Wednesday, January 10, 2024

DeSantis' "Asylum" Offer to Jewish College Students


Florida Governor Ron DeSantis has issued an emergency order waiving various requirements for prospective transfer students into Florida public universities "who are seeking to transfer to a Florida university because of a well-founded fear of antisemitic or other religious discrimination, harassment, intimidation, or violence" at their current colleges.*

The "well-founded fear" language is borrowed from asylum law, so if I were a Jewish student considering this offer I'd have to be concerned that DeSantis' next step would be to traffic me right back out of the state via a one-way to a New England island.

In all seriousness, I have to give DeSantis a very faint tip of the cap here, if only because a few months ago I had a similar thought about whether colleges in blue states should offer a form of "asylum" running in the opposite direction -- assisting admissions or transfers of students leaving Florida public universities in the wake of DeSantis' assault on academic freedom and the rights of sexual minorities. I've certainly noticed an at least anecdotal uptick in "red state refugees" on the faculty side of academia, and it wouldn't surprise me to learn there's similar pressure on the student side. And on the other side of things, I actually wondered back in 2022 if DeSantis might seek to expressly differentiate himself from Trump on the subject of antisemitism. He hasn't really done so -- the seemingly obvious need of a GOP challenger to challenge Trump continuing to founder on the absolute inability of any Republican of substance to say a bad word about the Supreme Leader -- but he has tried to make "antisemitism" a relatively large part of his presidential narrative.
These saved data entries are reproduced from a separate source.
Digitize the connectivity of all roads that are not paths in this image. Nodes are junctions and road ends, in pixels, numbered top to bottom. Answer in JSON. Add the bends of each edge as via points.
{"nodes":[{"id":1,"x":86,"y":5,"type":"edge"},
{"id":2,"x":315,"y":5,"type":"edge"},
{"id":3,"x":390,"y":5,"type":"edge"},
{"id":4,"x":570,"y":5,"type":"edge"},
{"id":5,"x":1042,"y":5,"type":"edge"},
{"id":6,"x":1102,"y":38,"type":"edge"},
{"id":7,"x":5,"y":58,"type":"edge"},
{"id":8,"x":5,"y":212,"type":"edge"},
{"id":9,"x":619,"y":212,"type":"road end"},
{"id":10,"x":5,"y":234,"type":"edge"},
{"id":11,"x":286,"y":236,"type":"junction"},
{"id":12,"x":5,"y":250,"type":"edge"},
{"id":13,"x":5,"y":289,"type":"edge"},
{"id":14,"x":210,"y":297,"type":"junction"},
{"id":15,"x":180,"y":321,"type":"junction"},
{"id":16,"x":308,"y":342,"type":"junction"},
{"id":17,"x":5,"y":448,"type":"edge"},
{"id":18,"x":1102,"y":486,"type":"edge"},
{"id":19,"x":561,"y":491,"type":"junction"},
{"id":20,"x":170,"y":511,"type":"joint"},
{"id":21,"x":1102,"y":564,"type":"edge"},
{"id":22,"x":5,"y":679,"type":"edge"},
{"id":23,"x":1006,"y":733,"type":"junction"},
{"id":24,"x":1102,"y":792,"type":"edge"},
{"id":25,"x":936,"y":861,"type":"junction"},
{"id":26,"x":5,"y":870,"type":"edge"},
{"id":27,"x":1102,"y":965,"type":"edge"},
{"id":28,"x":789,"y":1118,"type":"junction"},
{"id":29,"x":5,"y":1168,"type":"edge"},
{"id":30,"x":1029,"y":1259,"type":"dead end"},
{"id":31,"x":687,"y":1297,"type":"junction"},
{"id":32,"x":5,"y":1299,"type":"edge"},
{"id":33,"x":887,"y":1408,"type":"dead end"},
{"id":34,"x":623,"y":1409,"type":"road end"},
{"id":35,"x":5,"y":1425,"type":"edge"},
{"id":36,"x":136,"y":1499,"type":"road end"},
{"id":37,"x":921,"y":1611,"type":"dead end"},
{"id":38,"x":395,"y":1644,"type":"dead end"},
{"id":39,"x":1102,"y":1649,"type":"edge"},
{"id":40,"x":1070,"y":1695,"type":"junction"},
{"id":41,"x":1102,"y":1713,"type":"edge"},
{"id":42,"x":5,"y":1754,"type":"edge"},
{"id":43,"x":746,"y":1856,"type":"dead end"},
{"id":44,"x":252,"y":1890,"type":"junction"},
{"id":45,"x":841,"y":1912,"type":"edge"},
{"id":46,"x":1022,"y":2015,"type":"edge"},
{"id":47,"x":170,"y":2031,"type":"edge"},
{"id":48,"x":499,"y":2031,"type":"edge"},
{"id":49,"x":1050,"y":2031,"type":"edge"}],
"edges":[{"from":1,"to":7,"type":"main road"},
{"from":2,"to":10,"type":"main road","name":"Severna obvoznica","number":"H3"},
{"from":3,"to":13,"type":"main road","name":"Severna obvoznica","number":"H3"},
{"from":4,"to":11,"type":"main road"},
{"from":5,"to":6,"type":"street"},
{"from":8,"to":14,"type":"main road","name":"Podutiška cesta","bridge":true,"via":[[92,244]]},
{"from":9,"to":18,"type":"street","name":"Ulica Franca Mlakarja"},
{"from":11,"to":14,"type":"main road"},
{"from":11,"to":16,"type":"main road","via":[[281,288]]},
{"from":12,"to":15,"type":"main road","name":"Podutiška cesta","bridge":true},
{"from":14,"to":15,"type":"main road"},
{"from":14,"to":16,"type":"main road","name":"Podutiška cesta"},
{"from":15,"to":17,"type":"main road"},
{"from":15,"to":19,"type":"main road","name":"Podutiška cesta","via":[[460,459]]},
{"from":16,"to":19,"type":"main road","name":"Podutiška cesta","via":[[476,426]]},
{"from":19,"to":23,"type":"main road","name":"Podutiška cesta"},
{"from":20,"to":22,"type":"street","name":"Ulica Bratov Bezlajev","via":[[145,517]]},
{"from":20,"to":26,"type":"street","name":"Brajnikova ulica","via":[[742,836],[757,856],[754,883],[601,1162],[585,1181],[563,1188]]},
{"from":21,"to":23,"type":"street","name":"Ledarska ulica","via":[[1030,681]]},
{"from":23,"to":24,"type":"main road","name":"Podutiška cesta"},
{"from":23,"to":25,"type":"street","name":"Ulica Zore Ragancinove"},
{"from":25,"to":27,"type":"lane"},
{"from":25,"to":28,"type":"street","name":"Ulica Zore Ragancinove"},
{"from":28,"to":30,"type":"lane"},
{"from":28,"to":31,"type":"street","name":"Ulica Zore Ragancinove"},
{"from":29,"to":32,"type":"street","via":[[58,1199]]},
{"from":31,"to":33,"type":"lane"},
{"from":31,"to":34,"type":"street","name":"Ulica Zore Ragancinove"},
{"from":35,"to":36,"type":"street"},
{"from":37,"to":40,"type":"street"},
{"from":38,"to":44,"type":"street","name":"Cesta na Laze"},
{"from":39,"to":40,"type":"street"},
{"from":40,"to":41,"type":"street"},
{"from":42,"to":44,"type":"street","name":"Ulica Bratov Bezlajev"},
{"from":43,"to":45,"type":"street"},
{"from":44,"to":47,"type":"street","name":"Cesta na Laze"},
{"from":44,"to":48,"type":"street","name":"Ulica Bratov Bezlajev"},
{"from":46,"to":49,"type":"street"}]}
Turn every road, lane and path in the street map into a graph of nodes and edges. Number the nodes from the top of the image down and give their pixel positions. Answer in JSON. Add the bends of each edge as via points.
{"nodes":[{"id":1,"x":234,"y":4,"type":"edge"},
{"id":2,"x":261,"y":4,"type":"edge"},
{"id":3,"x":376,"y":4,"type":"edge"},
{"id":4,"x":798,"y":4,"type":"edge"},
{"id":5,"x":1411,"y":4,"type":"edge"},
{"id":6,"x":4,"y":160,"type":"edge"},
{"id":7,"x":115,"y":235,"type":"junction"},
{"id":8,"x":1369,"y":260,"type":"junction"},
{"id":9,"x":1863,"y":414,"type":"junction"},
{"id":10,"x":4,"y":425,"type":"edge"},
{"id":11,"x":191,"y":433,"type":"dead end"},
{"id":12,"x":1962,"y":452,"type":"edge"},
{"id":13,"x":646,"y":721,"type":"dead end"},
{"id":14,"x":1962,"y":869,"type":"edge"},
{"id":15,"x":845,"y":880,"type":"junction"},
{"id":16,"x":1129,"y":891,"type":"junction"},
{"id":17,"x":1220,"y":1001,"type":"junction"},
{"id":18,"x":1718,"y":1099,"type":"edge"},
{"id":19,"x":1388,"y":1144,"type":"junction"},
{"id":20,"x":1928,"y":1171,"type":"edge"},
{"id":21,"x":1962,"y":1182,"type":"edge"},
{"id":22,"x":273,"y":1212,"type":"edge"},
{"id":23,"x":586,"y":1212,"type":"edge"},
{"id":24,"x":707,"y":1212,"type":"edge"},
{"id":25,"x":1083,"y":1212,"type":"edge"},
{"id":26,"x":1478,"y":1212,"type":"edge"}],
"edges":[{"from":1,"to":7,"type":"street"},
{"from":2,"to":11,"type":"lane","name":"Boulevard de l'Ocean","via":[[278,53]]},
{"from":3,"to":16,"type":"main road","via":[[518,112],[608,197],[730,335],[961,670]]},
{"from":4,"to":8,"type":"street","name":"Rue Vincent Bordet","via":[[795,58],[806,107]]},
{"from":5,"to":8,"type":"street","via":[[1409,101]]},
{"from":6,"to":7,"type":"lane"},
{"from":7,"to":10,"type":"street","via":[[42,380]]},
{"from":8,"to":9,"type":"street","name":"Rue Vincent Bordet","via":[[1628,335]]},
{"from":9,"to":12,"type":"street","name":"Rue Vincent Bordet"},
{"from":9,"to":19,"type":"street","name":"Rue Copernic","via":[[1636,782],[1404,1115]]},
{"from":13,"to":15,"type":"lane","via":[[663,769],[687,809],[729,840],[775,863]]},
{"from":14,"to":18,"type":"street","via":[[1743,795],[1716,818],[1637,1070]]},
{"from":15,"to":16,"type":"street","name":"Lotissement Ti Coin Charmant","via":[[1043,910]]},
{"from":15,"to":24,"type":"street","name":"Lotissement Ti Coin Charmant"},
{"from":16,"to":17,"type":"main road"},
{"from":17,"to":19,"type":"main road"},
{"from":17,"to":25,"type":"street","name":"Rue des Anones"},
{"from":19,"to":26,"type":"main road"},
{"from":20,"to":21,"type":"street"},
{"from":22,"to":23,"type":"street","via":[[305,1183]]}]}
And so as DeSantis' presidential campaign continues to flounder in the most pathetic fashion, this reads like a theatrical attempt to capture some of the Stefanik-magic from last month. Of course, DeSantis isn't alone here. For whatever reason, Republicans have learned that fake performative concern about antisemitism is the easiest route for craven gutless mediocrities to become media starlets, at least for a few days. That it keeps on filling this role is maybe something that the Jewish community needs to ponder -- while on the one hand I'm not convinced it's actually Jews who are most impressed by these stunts, there does seem to be a repeated gullibility on this front that deserves closer interrogation. How has the GOP become so convinced that this play, in particular, is a winning strategy for them? 

* Nominally, "other religious discrimination" encompasses Muslim students as well -- an interesting prospect as various Muslim and pro-Palestinian groups have begun adopting the broad understandings of "antisemitism" vis-a-vis discourse about Israel and Zionism promoted by some Jewish groups and trying to cross-apply them to similar broad understandings of Islamophobia vis-a-vis how university actors talk about Palestine and anti-Zionism. In practice, it's hard to imagine that will amount to much -- in part because of the vagueness surrounding "well-founded fear" of persecution, and in part because the sort of person who is concerned about that sort of Islamophobia is perhaps unlikely to find Florida an attractive destination to flee to.